In Experiment 1a participants were found to use a single-relatum formulation (N = 1 participant, not analyzed further due to small sample size) or a two-relata formulation (N = 25 participants). Whether speakers mentioned the left entity as the first relatum was tested by comparing the chance of naming the left item with random chance (0.50) using an one-sample t-test. Speakers mentioned the left entity as first relatum 59% of the time (95% CI [0.525; 0.659], SD = 0.16). This result was statistically significant [t₍₂₄₎ = 2.857, p = 0.009; d = 0.57].

The results showed a left bias in reference production, however there was only a small preference in starting with the left entity. This leaves room for other factors that could influence reference.
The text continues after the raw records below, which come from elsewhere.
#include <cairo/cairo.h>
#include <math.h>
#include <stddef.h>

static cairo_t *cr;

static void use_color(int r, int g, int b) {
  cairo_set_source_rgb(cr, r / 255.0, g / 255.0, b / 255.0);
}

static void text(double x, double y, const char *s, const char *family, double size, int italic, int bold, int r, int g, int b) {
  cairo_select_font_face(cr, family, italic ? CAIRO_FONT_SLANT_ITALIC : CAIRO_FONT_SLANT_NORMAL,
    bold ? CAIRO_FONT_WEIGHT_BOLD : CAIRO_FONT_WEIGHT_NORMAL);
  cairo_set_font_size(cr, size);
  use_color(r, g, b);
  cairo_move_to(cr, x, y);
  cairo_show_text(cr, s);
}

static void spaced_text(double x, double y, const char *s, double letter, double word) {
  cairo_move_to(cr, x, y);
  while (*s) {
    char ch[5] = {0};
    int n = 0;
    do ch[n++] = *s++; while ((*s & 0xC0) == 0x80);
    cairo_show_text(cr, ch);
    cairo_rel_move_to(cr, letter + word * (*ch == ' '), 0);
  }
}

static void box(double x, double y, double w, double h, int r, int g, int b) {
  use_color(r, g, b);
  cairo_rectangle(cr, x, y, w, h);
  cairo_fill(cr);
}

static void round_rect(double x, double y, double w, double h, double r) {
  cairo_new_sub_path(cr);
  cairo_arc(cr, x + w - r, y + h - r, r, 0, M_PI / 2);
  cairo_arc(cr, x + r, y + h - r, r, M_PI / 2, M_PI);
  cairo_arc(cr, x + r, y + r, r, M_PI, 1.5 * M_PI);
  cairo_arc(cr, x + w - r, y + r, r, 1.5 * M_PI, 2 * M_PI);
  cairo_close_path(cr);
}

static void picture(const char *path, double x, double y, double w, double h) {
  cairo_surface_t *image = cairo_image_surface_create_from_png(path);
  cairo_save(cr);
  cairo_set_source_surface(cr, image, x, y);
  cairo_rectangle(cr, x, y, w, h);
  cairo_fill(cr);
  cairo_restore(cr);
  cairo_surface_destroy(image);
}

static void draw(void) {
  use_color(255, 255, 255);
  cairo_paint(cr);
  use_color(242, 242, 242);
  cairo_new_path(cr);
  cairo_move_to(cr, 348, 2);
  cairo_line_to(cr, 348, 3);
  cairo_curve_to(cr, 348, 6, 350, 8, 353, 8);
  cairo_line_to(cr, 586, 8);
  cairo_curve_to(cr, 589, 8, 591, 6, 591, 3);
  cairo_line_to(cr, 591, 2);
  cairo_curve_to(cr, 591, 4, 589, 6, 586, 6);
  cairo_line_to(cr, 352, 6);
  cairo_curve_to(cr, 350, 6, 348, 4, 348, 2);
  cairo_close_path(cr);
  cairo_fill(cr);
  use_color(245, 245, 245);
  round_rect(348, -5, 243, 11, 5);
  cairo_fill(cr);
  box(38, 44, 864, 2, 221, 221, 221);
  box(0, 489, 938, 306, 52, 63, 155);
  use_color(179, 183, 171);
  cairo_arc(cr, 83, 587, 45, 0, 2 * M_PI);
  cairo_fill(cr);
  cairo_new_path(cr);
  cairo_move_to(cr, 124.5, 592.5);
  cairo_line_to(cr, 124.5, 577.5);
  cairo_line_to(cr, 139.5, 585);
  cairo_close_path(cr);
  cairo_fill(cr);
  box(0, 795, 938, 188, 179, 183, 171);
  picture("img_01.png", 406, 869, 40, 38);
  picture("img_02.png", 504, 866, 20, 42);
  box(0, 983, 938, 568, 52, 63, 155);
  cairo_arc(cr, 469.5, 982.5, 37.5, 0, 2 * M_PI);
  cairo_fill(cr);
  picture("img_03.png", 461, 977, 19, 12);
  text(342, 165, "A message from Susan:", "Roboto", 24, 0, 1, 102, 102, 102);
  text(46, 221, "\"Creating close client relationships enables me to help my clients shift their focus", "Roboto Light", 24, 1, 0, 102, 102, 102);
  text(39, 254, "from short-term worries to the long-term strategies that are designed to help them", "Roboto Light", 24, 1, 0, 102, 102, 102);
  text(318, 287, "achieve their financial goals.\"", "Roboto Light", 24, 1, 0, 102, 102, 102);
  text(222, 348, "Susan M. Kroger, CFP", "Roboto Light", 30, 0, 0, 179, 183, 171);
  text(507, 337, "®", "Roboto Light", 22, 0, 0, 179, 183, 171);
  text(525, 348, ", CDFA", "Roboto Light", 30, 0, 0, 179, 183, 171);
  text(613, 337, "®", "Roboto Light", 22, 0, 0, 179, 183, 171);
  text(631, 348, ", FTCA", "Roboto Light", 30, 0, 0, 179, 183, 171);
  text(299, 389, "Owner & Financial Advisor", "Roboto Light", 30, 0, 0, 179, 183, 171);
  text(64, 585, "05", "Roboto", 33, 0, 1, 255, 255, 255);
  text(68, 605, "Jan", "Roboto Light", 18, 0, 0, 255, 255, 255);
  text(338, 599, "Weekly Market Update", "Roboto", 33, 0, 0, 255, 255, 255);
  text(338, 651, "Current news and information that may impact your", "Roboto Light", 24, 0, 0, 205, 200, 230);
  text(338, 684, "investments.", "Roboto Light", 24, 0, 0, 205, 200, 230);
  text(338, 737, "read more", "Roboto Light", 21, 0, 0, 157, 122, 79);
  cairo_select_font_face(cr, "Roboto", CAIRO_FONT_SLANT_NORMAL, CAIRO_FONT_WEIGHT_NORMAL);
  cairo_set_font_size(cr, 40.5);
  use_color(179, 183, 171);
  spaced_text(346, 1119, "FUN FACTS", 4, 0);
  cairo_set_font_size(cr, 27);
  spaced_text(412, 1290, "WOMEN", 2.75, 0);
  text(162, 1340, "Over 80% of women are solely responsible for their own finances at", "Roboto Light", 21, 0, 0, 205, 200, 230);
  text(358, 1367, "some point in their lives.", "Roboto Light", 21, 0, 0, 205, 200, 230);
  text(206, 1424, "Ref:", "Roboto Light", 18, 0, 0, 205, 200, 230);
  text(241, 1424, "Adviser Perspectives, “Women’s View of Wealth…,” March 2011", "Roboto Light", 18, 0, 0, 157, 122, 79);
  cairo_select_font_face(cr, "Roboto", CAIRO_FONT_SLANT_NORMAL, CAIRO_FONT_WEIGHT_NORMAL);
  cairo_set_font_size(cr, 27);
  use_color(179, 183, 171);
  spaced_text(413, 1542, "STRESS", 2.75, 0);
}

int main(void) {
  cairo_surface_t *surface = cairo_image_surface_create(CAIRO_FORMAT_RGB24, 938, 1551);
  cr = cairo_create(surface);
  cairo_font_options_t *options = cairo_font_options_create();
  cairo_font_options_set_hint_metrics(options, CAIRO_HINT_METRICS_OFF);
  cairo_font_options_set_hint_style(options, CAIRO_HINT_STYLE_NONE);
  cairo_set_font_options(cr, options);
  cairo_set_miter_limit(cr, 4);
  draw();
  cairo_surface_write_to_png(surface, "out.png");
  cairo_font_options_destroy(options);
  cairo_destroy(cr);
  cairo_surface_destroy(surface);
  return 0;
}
Thus, in Experiments 1b–d, we added three experimental factors that contribute to the entity's salience, making the entities “stand out” in the scene.
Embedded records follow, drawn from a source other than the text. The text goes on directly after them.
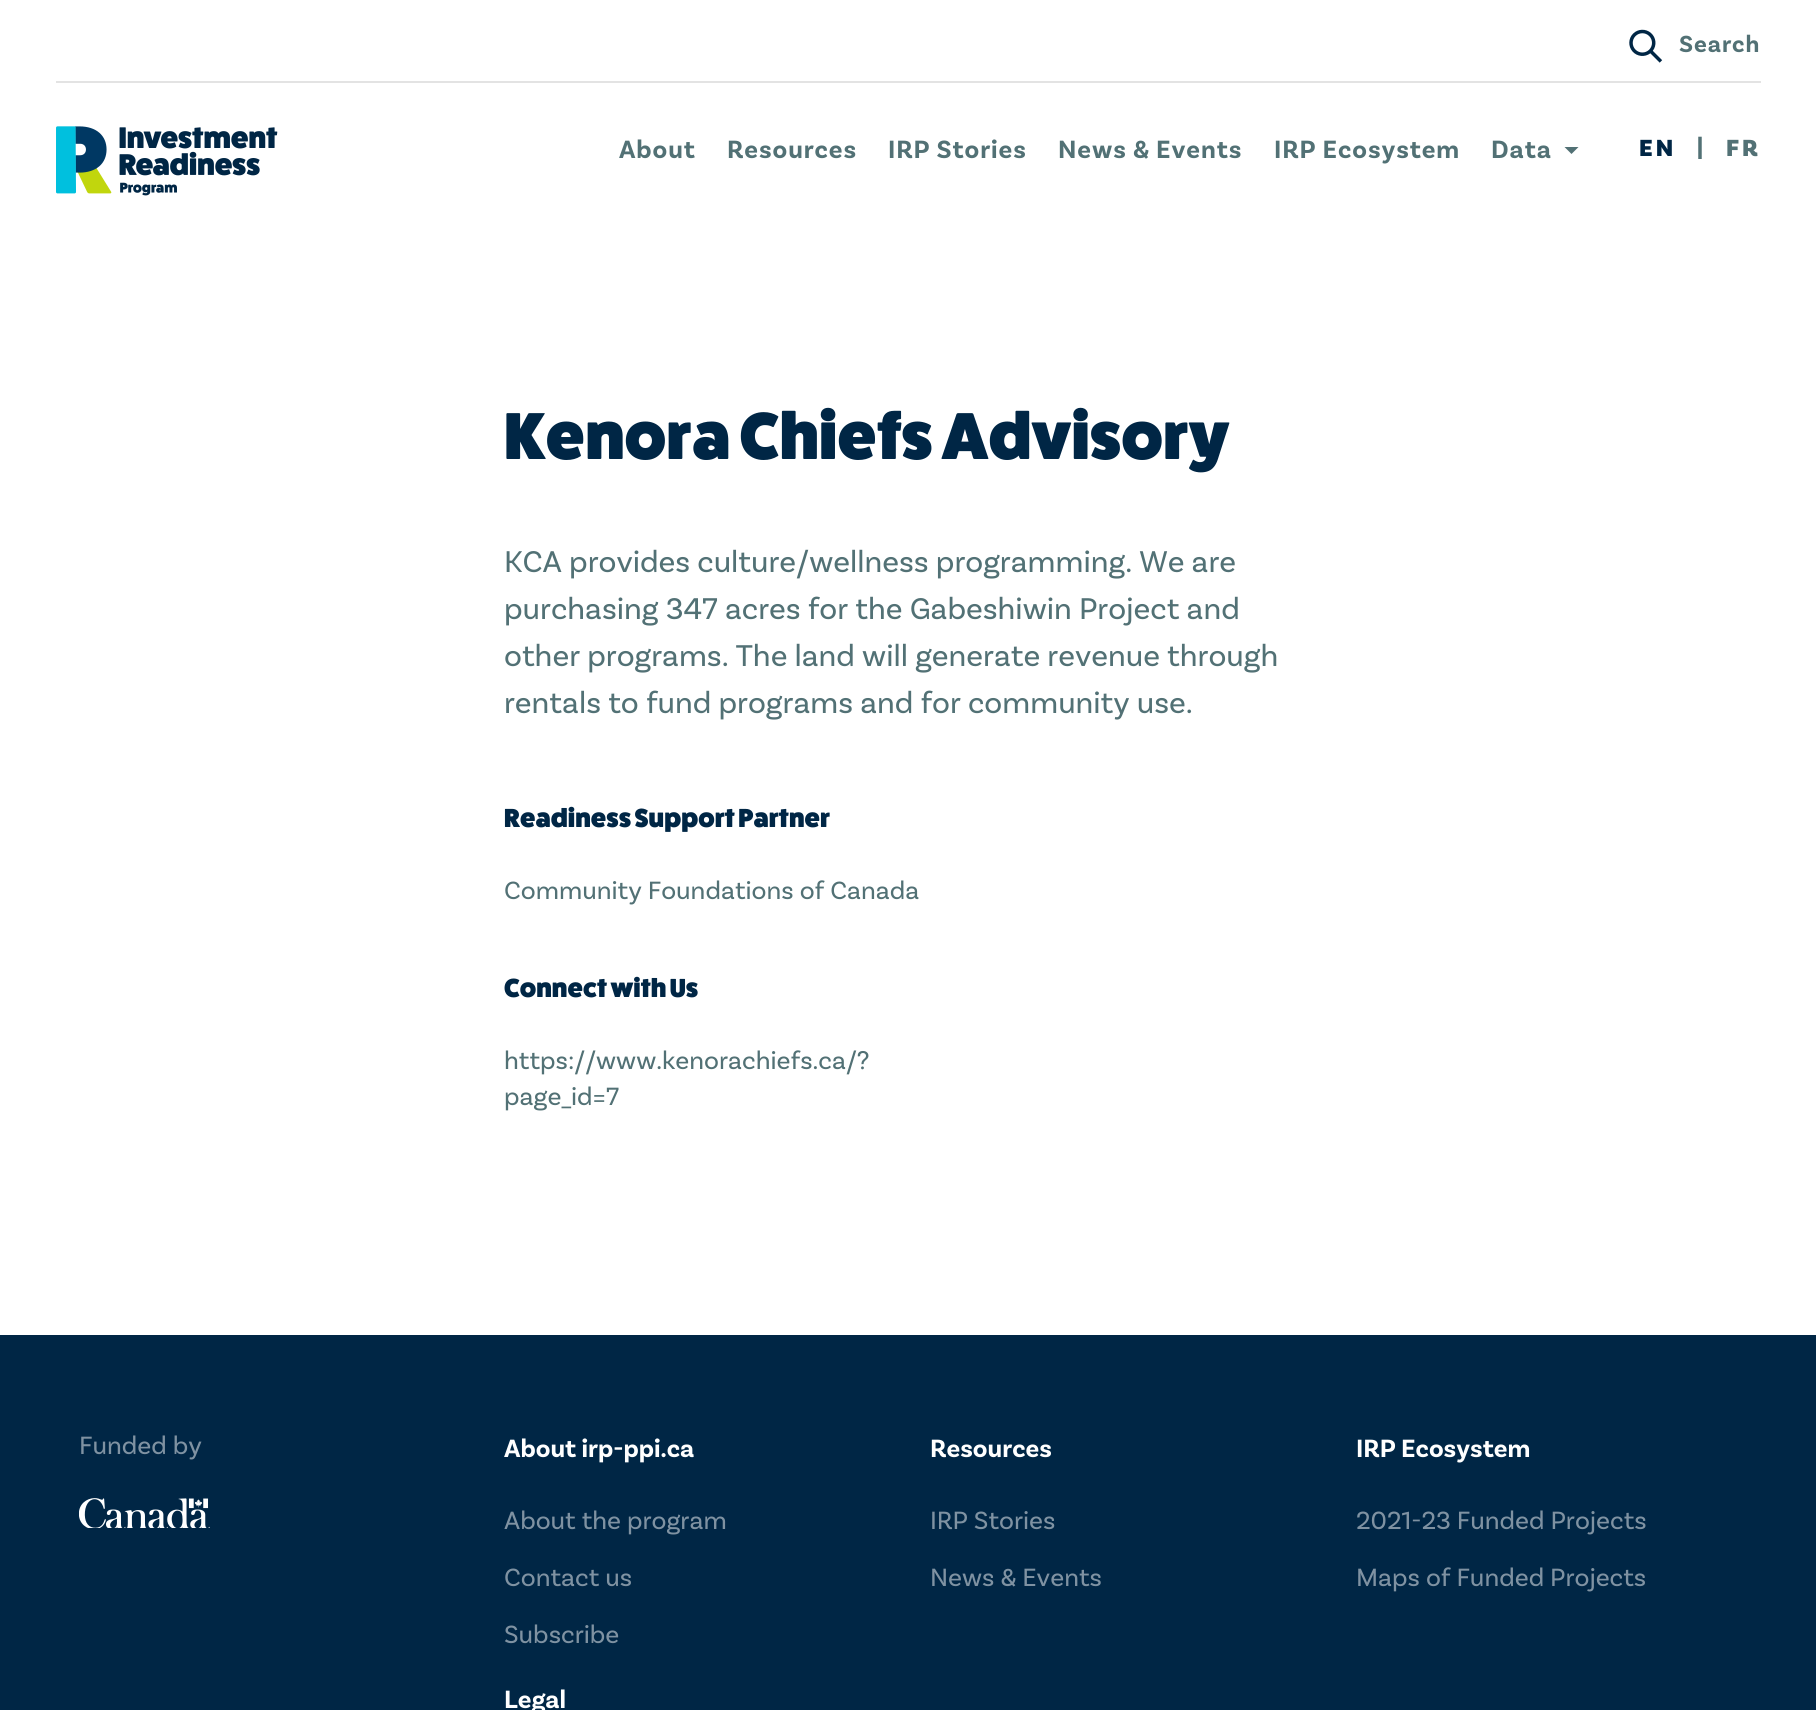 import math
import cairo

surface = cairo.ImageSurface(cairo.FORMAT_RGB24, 1816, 1710)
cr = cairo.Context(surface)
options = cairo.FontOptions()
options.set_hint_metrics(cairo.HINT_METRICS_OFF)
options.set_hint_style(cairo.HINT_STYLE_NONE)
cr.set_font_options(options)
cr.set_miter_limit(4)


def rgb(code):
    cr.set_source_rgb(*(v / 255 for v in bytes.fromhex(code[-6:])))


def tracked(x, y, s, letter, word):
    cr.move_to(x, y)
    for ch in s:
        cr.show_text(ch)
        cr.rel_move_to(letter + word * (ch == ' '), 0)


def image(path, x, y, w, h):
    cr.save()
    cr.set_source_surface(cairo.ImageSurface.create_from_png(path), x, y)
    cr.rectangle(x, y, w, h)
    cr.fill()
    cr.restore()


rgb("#ffffff")
cr.paint()
image("img/1.png", 1629, 29, 34, 34)
rgb("#e3e3e3")
cr.rectangle(56, 81, 1705, 2)
cr.fill()
image("img/2.png", 56, 126, 222, 70)
rgb("#527175")
cr.new_path()
cr.move_to(1564.5, 147)
cr.line_to(1578.5, 147)
cr.line_to(1571.5, 154)
cr.close_path()
cr.fill()
rgb("#002645")
cr.rectangle(0, 1335, 1816, 375)
cr.fill()
image("img/3.png", 79, 1498, 131, 30)
cr.select_font_face("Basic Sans", cairo.FONT_SLANT_NORMAL, cairo.FONT_WEIGHT_BOLD)
cr.set_font_size(24.5)
rgb("#527175")
tracked(1679, 52, "Search", 0.9, 0)
cr.set_font_size(26.25)
for x, y, s in [
    (619, 158, "About"),
    (727, 158, "Resources"),
    (888, 158, "IRP Stories"),
    (1058, 158, "News & Events"),
    (1274, 158, "IRP Ecosystem"),
    (1491, 158, "Data"),
]:
    tracked(x, y, s, 0.9, 0)
cr.select_font_face("Basic Sans Black")
cr.set_font_size(24.5)
rgb("#002645")
tracked(1639, 156, "EN", 3, 0)
rgb("#527175")
tracked(1697, 154, "|", 3, 0)
tracked(1726, 156, "FR", 3, 0)
cr.select_font_face("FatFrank")
cr.set_font_size(66.5)
rgb("#002645")
cr.move_to(504, 459)
cr.show_text("Kenora Chiefs Advisory")
cr.select_font_face("Basic Sans")
cr.set_font_size(31.5)
rgb("#527175")
for x, y, s in [
    (504, 572, "KCA provides culture/wellness programming. We are"),
    (504, 619, "purchasing 347 acres for the Gabeshiwin Project and"),
    (504, 666, "other programs. The land will generate revenue through"),
    (504, 713, "rentals to fund programs and for community use."),
]:
    cr.move_to(x, y)
    cr.show_text(s)
cr.select_font_face("FatFrank")
cr.set_font_size(26.25)
rgb("#002645")
cr.move_to(504, 827)
cr.show_text("Readiness Support Partner")
cr.select_font_face("Basic Sans")
rgb("#527175")
cr.move_to(504, 899)
cr.show_text("Community Foundations of Canada")
cr.select_font_face("FatFrank")
rgb("#002645")
cr.move_to(504, 997)
cr.show_text("Connect with Us")
cr.select_font_face("Basic Sans")
rgb("#527175")
cr.move_to(504, 1069)
cr.show_text("https://www.kenorachiefs.ca/?")
cr.move_to(504, 1105)
cr.show_text("page_id=7")
rgb("#7f92a2")
cr.move_to(79, 1454)
cr.show_text("Funded by")
cr.select_font_face("Basic Sans", cairo.FONT_SLANT_NORMAL, cairo.FONT_WEIGHT_BOLD)
rgb("#ffffff")
cr.move_to(504, 1457)
cr.show_text("About irp-ppi.ca")
cr.select_font_face("Basic Sans")
rgb("#7f92a2")
for x, y, s in [
    (504, 1529, "About the program"),
    (504, 1586, "Contact us"),
    (504, 1643, "Subscribe"),
]:
    cr.move_to(x, y)
    cr.show_text(s)
cr.select_font_face("Basic Sans", cairo.FONT_SLANT_NORMAL, cairo.FONT_WEIGHT_BOLD)
rgb("#ffffff")
cr.move_to(930, 1457)
cr.show_text("Resources")
cr.select_font_face("Basic Sans")
rgb("#7f92a2")
cr.move_to(930, 1529)
cr.show_text("IRP Stories")
cr.move_to(930, 1586)
cr.show_text("News & Events")
cr.select_font_face("Basic Sans", cairo.FONT_SLANT_NORMAL, cairo.FONT_WEIGHT_BOLD)
rgb("#ffffff")
cr.move_to(1356, 1457)
cr.show_text("IRP Ecosystem")
cr.select_font_face("Basic Sans")
rgb("#7f92a2")
cr.move_to(1356, 1529)
cr.show_text("2021-23 Funded Projects")
cr.move_to(1356, 1586)
cr.show_text("Maps of Funded Projects")
cr.select_font_face("Basic Sans", cairo.FONT_SLANT_NORMAL, cairo.FONT_WEIGHT_BOLD)
rgb("#ffffff")
cr.move_to(504, 1708)
cr.show_text("Legal")
surface.write_to_png("page.png")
2.2. Experiment 1b—Conceptual Salience: Animacy

2.2.1. Participants

Fifty three native Dutch undergraduates from Tilburg University participated in this study as speakers for partial course credits. Due to technical problems, speech data of four participants were not analyzed; the final sample included 49 participants (11 males, mean age 21.2 years).

2.2.2. Materials

The stimuli consisted of 96 grayscale scenes (24 experimental stimuli). For these scenes, we used the same animate and inanimate objects described in Experiment 1a. The experimental stimuli consisted of a target and a distractor ball and two relatum candidates, one animate and one inanimate object of roughly equal size (see Figure 2). From 64 possible animate–inanimate combinations, 24 couples were randomly chosen. Filler stimuli were similar to the ones used in Experiment 1a.

FIGURE 2

Figure 2. Experimental stimulus with animated object (firefighter) on the right (A) and the left (B) of the target object.

2.2.3. Procedure

As in Experiment 1a.

2.2.4. Results and Discussion

Speakers produced 1176 descriptions (49 participants * 24 experimental stimuli). Participants were found to use one of two possible formulations: either mentioning a single relatum (N = 12) or both relata (N = 37). Whether speakers mentioned the left entity as the first relatum was tested by comparing the chance of naming the left item with random chance (0.50) using an one-sample t-test. The chance of mentioning the left entity as first relatum was 59% [two-sided 95% CI [0.55, 0.64], SD = 0.17, t₍₄₇₎ = 3.91, p < 0.001, d = 0.75].

Whether animacy overruled the left bias was tested with an ANOVA test, having Position of the Animate in the scene (2 levels: animate left, animate right) as a within subjects factor, and Participant Formulation Preference (2 levels: single-relatum, two-relata) as a between subjects factor. The ANOVA test revealed no statistically significant effect of Position of the Animate (F < 1) or of Participant Formulation Preference (F < 1) and no interaction between these factors (F < 1).

These results suggest that animacy did not influence descriptions. The responses were not affected by word frequency: 90% of the participants referred to the animate entity using highly frequent words such as de vrouw / de man (the woman / the man). However, the position of the entity was found to affect reference to a greater extent, with left entities being more likely to be mentioned as (first) relatum than right ones. In Experiment 1c, we test the strength of this preference by manipulating the objects' visual salience.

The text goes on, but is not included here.